Kinases are essential regulators of cellular signaling and play key roles in diverse biological processes including apoptosis, cell cycle progression, and cellular growth. Dysregulation of kinase activity is linked to numerous pathologies such as cancer, infectious disease, and autoimmune disorders. While many kinases have been well characterised, a substantial subset of the human kinome remains understudied. These “dark” kinases represent a critical gap in our understanding of human biology.
Several dark kinases contain ubiquitin-binding or ubiquitin-associated (UBA) domains, suggesting potential crosstalk between kinase signaling and the ubiquitin system. However, the functional relevance of these domains remains largely unexplored. We set to investigate four such dark kinases: the AMPK-related kinases BRSK1, BRSK2, and NUAK2, and the atypical kinase RIOK3.

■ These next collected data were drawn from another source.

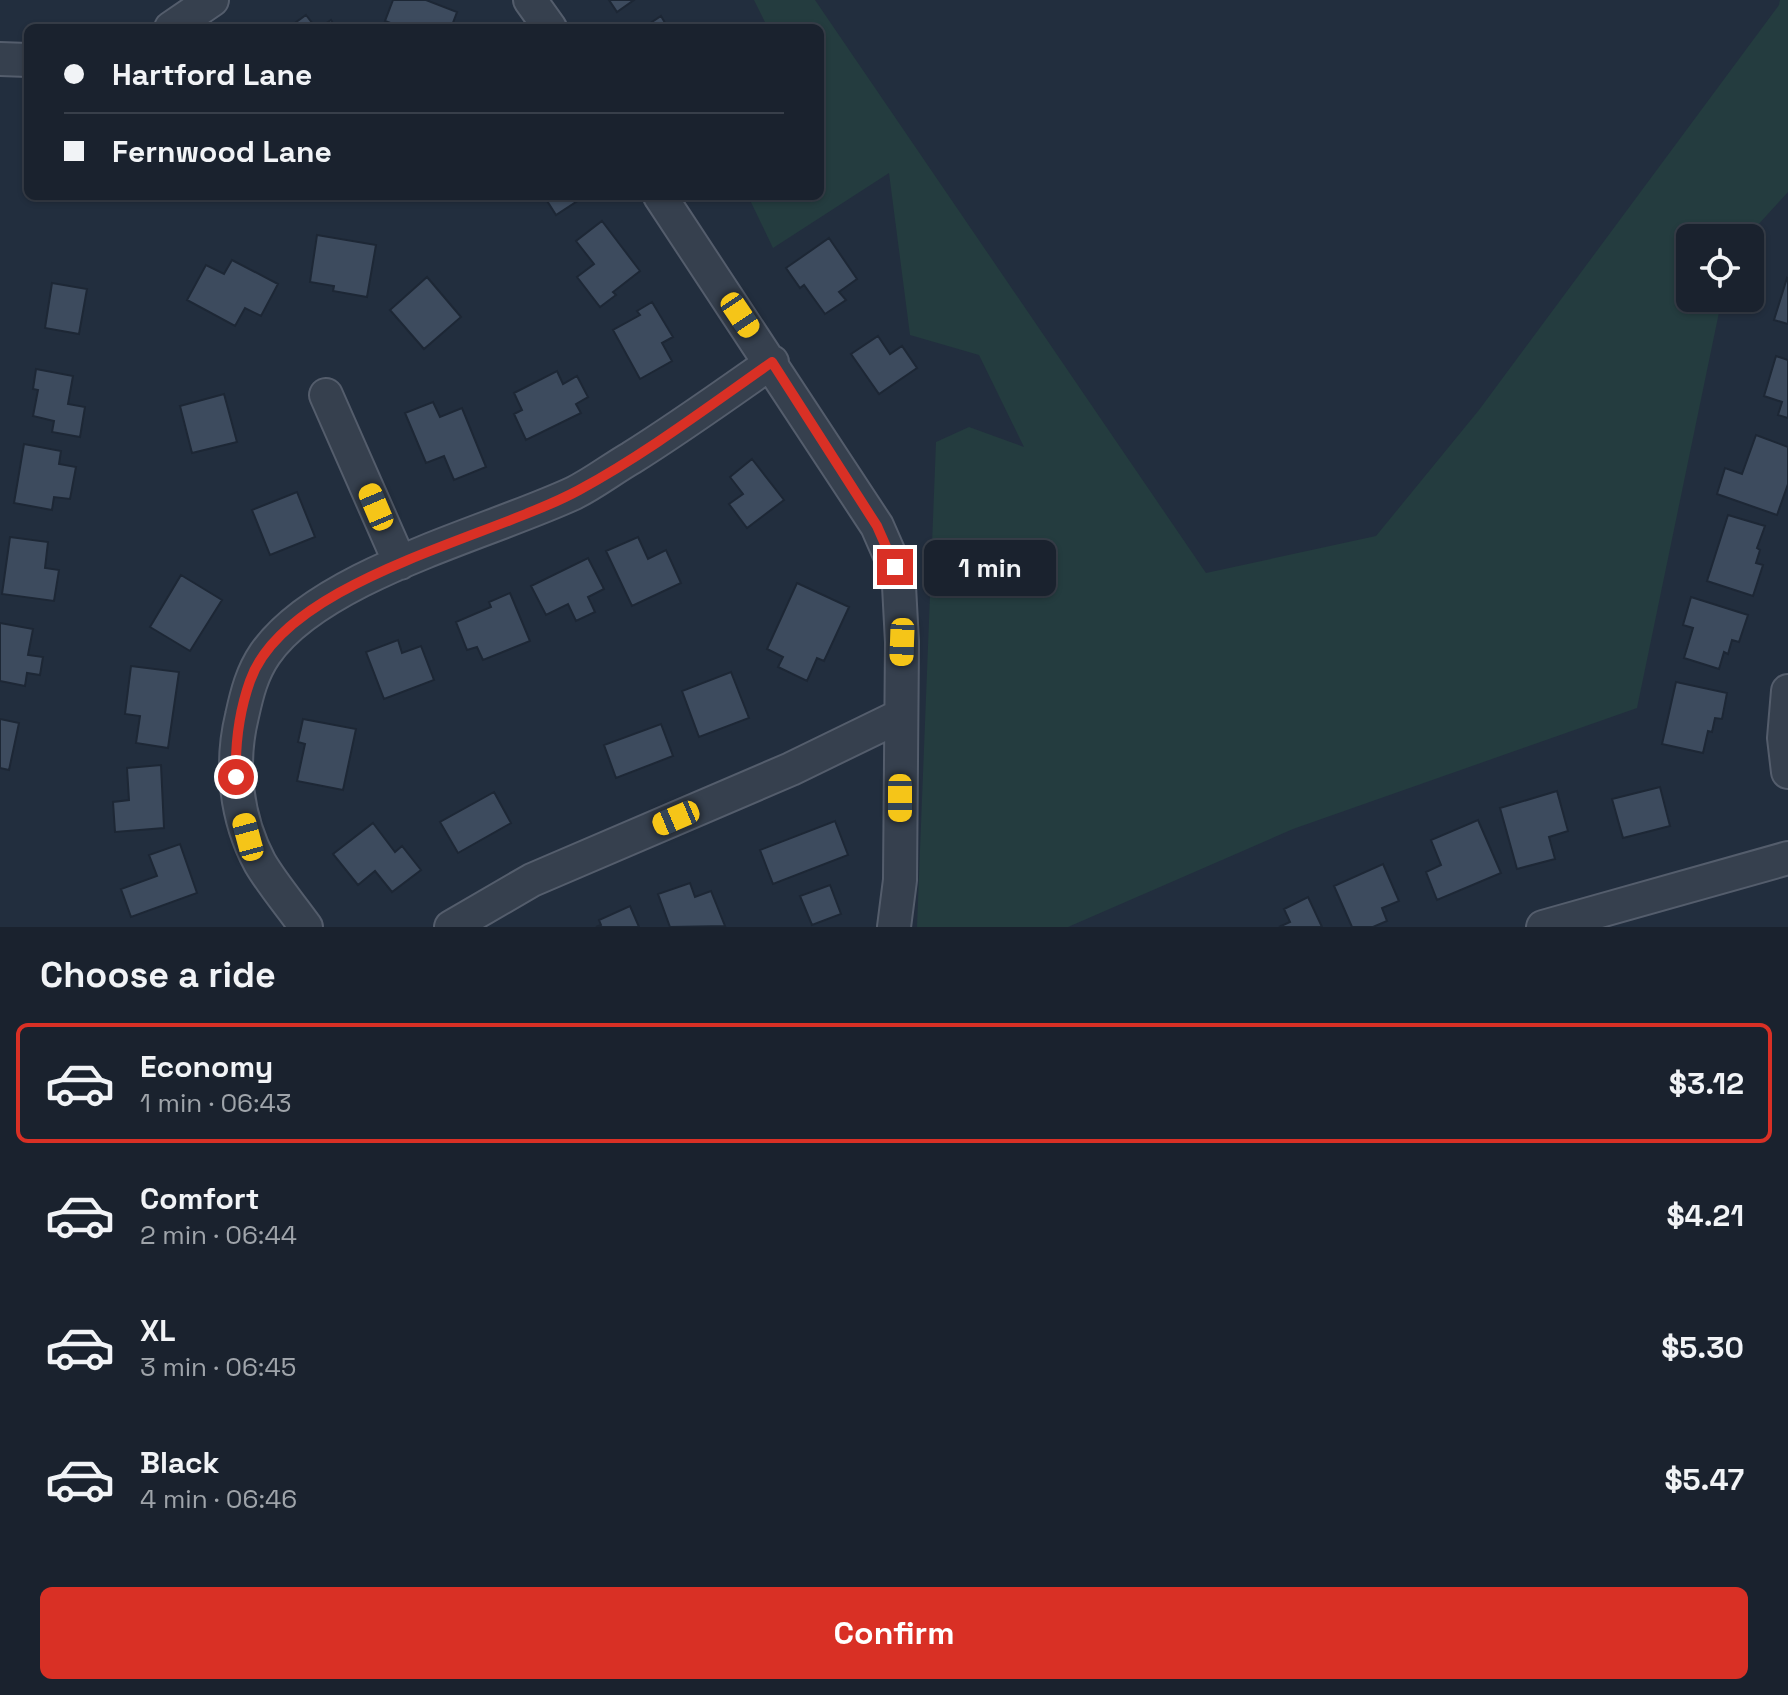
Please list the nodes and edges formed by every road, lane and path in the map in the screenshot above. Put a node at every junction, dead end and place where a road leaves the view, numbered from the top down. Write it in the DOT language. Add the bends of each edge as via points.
graph roads {
  1 [pos="212,0"];
  2 [pos="530,0"];
  3 [pos="177,24"];
  4 [pos="547,24"];
  5 [pos="0,59"];
  6 [pos="24,60"];
  7 [pos="663,200"];
  8 [pos="772,362"];
  9 [pos="326,395"];
  10 [pos="400,563"];
  11 [pos="1788,691"];
  12 [pos="900,716"];
  13 [pos="1788,772"];
  14 [pos="1788,858"];
  15 [pos="306,927"];
  16 [pos="451,927"];
  17 [pos="894,927"];
  18 [pos="1543,927"];
  1 -- 3 [label="street"];
  2 -- 4 [label="street"];
  5 -- 6 [label="street"];
  7 -- 8 [label="street"];
  8 -- 10 [label="street" via="579,490"];
  8 -- 12 [label="street" via="877,526 895,567 902,642"];
  9 -- 10 [label="street"];
  10 -- 15 [label="street" via="332,595 299,618 266,652 250,679 235,742 241,811 262,865"];
  11 -- 13 [label="street"];
  12 -- 16 [label="street" via="791,769 532,880"];
  12 -- 17 [label="street" via="900,880"];
  14 -- 18 [label="street"];
}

Interaction studies, such as surface plasmon resonance (SPR) and TurboID-based proximity labeling, are used to probe ubiquitin chain-binding specificity, and identify interacting partners. Binding to specific ubiquitin chain types may indicate potential cellular functions. We also employ kinase activity and substrate profiling assays to explore the functional roles and potential substrate(s) of these dark kinases.
Our studies aim to uncover novel molecular features and functional roles of these dark kinases, revealing previously uncharacterised links between ubiquitin binding and kinase activity.